Element Name | Description |
---|---|
Summary | Select this check box to produce a graph of the average squared prediction error over the successive tree addition steps; separate lines will be displayed in this graph for the training data and the testing data. The graph will also indicate the particular number of trees that resulted in the lowest average squared error. That solution is likely near the prediction model with the best predictive validity. |
Risk estimates | Select this check box to produce a spreadsheet with risk estimates for the analysis sample and the test sample. For regression-type problems with a continuous dependent variable, risk is calculated as the residual variance. The standard error for the risk estimate is also reported. [See also, Breiman, et al. (1984)]. |
Bargraph of predictor importance | Select this check box to produce a plot of the importance for each predictor variable in the analysis. The predictor importance is computed as follows:
During the building of each tree, for each split, predictor statistics (i.e. sums of squares regression, since simple regression trees are built in all cases) are computed for each predictor variable; the best predictor variable (yielding the best split at the respective node) will then be chosen for the actual split. The program also computes the average of the predictor statistics for all variables over all splits and over all trees.

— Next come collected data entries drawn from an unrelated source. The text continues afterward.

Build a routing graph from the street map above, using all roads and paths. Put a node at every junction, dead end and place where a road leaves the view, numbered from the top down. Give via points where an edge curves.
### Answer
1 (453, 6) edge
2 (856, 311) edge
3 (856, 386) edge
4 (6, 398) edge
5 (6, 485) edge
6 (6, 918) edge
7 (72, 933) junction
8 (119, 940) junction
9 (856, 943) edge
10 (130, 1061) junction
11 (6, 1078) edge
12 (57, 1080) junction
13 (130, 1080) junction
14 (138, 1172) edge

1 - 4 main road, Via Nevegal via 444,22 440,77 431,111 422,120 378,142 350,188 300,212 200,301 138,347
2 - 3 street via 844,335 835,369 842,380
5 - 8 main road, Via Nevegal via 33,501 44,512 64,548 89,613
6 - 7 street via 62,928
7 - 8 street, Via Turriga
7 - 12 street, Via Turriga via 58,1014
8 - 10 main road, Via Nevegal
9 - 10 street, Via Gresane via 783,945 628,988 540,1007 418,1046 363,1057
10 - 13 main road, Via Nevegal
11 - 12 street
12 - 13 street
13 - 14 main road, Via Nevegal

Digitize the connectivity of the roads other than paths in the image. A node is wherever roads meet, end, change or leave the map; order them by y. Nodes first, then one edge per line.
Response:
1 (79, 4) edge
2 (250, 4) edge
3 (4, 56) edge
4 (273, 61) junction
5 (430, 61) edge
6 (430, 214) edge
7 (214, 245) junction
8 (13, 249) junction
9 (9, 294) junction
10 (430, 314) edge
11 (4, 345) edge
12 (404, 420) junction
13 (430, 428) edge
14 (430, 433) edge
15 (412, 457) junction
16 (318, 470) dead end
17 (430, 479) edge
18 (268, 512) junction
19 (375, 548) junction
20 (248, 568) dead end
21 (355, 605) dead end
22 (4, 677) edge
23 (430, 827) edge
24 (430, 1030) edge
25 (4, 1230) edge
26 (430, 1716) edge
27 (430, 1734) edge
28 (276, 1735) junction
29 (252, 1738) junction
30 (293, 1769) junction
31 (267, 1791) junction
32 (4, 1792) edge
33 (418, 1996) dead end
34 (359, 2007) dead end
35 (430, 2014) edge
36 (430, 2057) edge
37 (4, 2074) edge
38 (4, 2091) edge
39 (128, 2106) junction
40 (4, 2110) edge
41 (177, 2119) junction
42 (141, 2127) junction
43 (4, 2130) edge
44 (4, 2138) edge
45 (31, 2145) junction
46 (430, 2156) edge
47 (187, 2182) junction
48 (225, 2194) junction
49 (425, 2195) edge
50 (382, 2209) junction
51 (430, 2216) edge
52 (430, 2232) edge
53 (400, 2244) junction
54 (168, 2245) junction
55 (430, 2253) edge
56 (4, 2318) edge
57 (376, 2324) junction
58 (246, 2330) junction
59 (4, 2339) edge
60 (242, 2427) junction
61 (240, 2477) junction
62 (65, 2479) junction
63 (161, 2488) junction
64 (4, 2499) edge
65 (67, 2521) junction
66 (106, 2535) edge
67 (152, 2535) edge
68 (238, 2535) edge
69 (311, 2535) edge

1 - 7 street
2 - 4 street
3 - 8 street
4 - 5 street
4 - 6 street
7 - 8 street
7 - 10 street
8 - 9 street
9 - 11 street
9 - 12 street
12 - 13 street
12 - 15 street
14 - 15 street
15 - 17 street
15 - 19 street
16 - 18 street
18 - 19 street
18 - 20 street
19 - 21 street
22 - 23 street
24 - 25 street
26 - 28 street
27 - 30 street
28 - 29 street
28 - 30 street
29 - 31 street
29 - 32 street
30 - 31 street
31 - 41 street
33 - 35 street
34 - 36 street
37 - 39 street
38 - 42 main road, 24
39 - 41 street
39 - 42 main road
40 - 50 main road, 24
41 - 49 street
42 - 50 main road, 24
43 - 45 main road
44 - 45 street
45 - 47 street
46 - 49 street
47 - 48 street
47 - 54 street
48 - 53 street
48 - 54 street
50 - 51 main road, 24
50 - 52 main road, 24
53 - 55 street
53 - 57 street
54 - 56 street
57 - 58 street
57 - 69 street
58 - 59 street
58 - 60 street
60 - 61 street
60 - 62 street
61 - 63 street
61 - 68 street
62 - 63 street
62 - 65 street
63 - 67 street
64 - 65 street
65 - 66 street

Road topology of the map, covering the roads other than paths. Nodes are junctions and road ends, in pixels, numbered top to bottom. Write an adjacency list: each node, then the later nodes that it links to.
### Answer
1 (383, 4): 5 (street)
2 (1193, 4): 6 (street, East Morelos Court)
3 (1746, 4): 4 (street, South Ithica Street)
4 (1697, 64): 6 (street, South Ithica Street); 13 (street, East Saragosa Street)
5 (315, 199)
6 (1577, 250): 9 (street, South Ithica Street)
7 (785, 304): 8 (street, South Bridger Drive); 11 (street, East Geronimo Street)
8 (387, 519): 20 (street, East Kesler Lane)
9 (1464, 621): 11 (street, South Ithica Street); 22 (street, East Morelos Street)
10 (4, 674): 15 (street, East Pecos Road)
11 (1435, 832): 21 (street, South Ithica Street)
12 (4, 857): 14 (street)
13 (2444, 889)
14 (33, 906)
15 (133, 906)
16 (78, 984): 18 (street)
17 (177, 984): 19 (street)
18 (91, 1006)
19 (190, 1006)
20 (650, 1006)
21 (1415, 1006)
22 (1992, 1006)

The final predictor importance values are computing by normalizing those averages so that the highest average is assigned the value of 1, and the importance of all other predictors is expressed in terms of the relative magnitudes of the average values of the predictor statistics, relative to the most important predictor. |
Predictor importance | Select this check box to produce a spreadsheet that contains the importance values and importance ranking on a 0-100 scale basis for each predictor variable in the analysis. See the description of the Barplot of predictor importance option above for additional details. See also Predictor Importance in Statistica GC&RT, Interactive Trees, and Boosted Trees. |
Final solution (set of consecutive trees) | Use the options in this group box to review details of the final solution for all categories of the dependent variable. |
Start of tree graphs/End of tree graphs | The method of Random Forest (see the Introductory Overview and Technical Notes) will generate a sequence of simple trees (the complexity of each tree can be specified on the Specifications - Advanced tab). If you want to review the actual individual trees (as Tree graphs or the Tree structure, see below), specify here the specific numbers of trees you want to review. |
Tree graphs | Select this check box to produce the individual trees from the Random Forest, as specified via the Start of tree graphs and End of tree graphs options, see above. |
Tree structures | Select this check box to produce in results spreadsheets the structures of the individual trees from the
Random Forest, as specified via the
Start of tree graphs and
End of tree graphs options.
Options / C. See Common Options. |
OK | Click the OK button to accept all the specifications made in the dialog box and to close it. The analysis results will be placed in the Reporting Documents node after running (updating) the project. |